La solicitud de Alfonso se dirigió también a
impedir toda clase de familiaridad sospechosa entre uno y otro sexo, y los
enamoramientos de la incauta juventud; y para evitar hasta cierto punto los
engaños que suelen hacer los jóvenes con las promesas de matrimonio, mandó que
no se recibiesen tales promesas, sino cuando ya estaba para contraerse el
matrimonio. Además, declaró, caso reservado a él, absolver a los padres y
madres que hubiesen conservado en su casa a los jóvenes que hubieran contraído
esponsales con sus hijas. Con estas leyes hizo ciertamente que se recibiese este
sacramento con la reverencia y con la pureza que conviene y con las que
regularmente no se recibe.
Su solicitud no solo se dirigía a remover de
su grey los escándalos públicos, sino también todo cuanto pudiese retraerla del
bien y servirle de tropiezo: así que, temiendo que el fervor de que se llenó el
pueblo a su llegada a Santa Águeda, se resfriase con una comedia que algunas
personas acomodadas de aquella ciudad habían dispuesto representar en el
próximo carnaval, se valió de toda clase de medios para impedir su ejecución,
como en efecto lo consiguió. Habiendo sabido en otra ocasión que se hallaban en
Arienzo algunos cómicos que habían ido allí con el objeto de representar algunas
comedias, los mandó llamar inmediatamente y les mandó que saliesen de su
diócesis sin osar representar ninguna; y como se resistían a obedecer, les hizo
entender Alfonso que si no partían de buen grado, él sabría el modo de hacerlos
partir por fuerza. Atemorizados con esta respuesta, tanto más, cuanto que ya sabían
la santidad de Alfonso y la gran estima en que lo tenían todos, no hicieron más
que replicarle que aquella era su profesión y que no tenían otra con que ganar
su sustento. Pues bien, añadió entonces Alfonso, si queréis limosna, os la
daré; pero salid de mi diócesis. Dicho esto, les hizo dar una suma de dinero,
la que recibida por los cómicos, se fueron.

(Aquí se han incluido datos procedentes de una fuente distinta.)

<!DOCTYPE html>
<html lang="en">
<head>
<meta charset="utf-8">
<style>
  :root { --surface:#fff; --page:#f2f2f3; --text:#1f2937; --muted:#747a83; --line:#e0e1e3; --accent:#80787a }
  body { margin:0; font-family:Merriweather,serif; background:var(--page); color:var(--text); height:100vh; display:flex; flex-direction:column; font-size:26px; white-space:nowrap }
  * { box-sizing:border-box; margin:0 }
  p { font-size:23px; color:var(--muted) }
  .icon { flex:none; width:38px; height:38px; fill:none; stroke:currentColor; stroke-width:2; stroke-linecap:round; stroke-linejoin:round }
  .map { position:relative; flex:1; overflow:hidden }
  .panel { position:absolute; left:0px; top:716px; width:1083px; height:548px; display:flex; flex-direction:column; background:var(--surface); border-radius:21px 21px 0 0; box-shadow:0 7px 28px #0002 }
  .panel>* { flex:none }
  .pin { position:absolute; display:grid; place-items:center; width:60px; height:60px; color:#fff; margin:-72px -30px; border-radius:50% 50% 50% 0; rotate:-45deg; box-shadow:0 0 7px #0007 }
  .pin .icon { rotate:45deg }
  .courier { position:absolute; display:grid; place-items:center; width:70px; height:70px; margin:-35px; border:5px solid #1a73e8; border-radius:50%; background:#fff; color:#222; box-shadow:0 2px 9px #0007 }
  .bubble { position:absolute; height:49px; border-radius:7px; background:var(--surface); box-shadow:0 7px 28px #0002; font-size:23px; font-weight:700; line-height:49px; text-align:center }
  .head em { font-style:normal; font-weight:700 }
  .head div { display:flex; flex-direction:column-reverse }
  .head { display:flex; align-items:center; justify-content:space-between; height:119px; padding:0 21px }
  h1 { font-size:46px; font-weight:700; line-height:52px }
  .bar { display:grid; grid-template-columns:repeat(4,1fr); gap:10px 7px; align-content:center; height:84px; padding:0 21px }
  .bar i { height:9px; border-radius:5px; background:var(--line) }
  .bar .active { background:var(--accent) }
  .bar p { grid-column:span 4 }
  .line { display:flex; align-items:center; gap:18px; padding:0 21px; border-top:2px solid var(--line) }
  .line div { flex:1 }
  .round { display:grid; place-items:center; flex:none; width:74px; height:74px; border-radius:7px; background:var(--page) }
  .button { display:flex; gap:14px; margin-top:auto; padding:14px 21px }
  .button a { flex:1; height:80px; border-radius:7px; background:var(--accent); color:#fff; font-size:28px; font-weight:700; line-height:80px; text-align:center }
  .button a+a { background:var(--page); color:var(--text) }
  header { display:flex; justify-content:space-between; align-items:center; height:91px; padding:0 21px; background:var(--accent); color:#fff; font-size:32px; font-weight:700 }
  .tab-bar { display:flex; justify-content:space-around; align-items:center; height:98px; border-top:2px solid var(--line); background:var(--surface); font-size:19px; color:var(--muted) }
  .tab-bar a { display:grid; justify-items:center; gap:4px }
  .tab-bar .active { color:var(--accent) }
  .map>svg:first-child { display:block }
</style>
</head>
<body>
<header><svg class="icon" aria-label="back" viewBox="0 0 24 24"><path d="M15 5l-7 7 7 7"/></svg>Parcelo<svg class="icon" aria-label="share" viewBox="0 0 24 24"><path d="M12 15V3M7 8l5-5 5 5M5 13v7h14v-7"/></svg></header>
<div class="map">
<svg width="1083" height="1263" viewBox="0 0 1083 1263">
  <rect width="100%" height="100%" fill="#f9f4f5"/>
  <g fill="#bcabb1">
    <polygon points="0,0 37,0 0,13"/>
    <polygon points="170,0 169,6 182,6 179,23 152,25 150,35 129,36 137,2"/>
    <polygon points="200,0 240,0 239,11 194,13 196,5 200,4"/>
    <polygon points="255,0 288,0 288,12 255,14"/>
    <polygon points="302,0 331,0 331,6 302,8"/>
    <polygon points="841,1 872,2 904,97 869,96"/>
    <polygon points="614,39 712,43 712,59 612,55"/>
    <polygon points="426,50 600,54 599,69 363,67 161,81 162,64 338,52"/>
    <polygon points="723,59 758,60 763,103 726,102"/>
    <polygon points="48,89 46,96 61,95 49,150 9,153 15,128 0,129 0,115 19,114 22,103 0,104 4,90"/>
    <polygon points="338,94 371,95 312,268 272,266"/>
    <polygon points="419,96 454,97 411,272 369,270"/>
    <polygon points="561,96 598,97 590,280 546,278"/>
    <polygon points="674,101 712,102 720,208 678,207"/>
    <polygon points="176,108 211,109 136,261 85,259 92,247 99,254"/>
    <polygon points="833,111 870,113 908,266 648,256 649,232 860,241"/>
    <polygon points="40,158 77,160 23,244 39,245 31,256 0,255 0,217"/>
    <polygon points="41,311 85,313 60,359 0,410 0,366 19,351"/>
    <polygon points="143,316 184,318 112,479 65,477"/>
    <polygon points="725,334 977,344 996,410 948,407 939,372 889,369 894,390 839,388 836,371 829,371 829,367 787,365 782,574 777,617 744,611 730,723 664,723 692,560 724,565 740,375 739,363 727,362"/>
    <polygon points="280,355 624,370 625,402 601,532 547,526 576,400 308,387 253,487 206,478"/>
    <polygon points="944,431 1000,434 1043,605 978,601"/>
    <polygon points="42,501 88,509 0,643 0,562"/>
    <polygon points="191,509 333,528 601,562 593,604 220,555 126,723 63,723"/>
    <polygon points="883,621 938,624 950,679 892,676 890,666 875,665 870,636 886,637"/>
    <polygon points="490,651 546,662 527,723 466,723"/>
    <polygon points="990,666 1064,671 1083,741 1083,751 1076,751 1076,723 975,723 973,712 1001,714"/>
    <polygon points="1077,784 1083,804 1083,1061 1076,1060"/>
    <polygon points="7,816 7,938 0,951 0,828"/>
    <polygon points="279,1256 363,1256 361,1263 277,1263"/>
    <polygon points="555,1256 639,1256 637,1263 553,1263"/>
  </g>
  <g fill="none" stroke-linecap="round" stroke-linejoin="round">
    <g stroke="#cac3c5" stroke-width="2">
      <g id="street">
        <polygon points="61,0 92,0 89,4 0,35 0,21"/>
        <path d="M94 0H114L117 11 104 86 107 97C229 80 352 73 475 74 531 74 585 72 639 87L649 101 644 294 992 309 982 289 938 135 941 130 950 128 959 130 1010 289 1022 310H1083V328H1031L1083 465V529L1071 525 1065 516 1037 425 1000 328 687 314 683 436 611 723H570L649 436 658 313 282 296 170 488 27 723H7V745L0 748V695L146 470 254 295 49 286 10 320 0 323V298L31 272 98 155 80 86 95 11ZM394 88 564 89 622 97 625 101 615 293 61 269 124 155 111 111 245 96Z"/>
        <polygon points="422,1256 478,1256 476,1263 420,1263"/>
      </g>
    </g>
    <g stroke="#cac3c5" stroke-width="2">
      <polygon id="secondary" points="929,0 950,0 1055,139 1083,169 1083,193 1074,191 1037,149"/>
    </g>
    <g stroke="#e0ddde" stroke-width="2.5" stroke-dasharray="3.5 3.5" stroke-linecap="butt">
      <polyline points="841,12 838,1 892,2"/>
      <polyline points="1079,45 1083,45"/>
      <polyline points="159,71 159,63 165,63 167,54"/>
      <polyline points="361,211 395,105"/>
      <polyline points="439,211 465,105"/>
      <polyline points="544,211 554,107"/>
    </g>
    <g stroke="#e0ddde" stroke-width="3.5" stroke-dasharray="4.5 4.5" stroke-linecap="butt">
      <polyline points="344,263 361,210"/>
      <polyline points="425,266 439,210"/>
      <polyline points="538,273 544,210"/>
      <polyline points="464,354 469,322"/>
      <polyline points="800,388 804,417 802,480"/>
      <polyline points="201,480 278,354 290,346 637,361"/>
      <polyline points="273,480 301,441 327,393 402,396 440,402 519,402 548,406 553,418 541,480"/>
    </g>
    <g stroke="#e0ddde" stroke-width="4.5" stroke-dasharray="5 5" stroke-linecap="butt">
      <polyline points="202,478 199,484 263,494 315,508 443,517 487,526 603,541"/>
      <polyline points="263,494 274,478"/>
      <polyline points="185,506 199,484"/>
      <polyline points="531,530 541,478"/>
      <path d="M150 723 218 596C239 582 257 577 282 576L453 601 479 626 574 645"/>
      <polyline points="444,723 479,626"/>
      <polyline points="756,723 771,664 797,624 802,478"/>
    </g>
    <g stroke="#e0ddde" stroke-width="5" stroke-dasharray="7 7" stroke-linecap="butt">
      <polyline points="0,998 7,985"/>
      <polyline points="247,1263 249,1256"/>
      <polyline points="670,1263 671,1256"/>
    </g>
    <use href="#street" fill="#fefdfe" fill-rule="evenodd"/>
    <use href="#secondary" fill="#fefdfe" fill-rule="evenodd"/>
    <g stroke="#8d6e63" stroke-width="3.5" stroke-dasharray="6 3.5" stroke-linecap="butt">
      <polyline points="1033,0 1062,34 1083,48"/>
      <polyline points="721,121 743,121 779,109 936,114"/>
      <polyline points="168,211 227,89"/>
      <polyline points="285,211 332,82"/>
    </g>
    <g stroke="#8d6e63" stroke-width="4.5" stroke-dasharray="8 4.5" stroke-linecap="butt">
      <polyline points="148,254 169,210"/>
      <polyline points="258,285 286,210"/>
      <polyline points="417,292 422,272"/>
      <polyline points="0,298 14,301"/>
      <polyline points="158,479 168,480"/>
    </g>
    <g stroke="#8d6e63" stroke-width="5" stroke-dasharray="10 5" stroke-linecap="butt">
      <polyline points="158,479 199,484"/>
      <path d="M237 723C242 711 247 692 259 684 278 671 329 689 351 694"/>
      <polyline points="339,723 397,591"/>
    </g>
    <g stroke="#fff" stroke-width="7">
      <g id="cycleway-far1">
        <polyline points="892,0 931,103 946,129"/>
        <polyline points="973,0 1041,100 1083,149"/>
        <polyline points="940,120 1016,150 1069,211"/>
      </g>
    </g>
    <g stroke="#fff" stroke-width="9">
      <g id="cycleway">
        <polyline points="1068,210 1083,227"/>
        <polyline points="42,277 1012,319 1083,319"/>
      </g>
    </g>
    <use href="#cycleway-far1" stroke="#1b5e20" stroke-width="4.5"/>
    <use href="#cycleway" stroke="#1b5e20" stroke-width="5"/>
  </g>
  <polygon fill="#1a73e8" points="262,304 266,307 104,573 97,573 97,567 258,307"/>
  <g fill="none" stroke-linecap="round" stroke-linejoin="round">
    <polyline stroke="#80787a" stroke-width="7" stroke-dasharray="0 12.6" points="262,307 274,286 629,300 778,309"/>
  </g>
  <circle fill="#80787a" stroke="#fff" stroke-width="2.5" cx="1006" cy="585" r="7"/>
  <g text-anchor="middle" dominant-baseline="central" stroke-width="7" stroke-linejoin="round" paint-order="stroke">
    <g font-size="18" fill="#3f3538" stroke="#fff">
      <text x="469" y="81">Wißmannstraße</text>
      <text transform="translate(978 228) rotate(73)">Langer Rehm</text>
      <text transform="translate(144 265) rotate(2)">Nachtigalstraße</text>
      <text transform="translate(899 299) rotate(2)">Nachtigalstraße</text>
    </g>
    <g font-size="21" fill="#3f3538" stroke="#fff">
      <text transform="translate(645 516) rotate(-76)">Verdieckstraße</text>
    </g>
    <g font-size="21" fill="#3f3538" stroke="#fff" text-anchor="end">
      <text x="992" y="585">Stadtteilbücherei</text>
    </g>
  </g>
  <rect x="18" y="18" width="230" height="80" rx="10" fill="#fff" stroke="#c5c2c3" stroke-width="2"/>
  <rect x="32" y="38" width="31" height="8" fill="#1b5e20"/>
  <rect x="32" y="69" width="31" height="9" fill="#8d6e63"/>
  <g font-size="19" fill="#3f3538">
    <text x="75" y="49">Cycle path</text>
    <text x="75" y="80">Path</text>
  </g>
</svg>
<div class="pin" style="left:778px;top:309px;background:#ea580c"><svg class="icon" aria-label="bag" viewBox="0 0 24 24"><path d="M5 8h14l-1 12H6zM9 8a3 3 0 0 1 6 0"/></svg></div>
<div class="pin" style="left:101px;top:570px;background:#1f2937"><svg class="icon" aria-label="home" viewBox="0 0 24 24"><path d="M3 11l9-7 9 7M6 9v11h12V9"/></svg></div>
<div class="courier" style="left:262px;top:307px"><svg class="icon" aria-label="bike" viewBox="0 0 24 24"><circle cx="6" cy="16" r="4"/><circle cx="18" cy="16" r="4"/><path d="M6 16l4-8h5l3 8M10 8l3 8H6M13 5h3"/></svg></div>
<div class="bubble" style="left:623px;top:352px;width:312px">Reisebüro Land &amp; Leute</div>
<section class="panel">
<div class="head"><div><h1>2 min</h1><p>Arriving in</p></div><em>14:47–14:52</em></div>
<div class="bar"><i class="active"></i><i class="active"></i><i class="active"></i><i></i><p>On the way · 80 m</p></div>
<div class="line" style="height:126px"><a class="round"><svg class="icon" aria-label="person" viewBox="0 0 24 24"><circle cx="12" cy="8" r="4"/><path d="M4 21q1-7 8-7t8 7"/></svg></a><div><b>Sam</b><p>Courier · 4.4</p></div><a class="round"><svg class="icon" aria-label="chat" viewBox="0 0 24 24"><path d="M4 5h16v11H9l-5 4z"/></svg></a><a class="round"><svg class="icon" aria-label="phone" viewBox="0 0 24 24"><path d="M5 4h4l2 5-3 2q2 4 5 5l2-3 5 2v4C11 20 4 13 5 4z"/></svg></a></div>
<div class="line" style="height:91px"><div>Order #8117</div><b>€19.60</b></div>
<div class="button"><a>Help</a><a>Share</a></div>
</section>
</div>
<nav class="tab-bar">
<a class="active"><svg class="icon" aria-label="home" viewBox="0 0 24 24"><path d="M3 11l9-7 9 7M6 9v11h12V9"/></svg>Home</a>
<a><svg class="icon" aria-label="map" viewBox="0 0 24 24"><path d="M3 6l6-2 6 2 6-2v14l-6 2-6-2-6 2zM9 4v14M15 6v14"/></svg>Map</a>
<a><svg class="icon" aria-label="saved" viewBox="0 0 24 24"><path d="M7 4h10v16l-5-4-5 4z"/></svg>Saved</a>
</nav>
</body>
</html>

Nada diremos de los desvelos de Alfonso para
hacer que los dogmas de nuestra santa fe se mantuviesen puros e intactos en su
grey, y no se contaminasen con doctrinas falsas y reprobadas. Si, como se dirá
en otra parte, trabajó tanto en defensa de la verdad de la fe, y en combatir
los errores que los novadores intentaban esparcir contra ella, mucho más se esmeró
ciertamente en mantener lejos del campo que se había confiado a su cuidado toda
semilla que no fuese buena y que pudiese corromper o esterilizar la de la
doctrina evangélica.
“VIDA DE SAN ALFONSO MARÍA DE LIGORIO”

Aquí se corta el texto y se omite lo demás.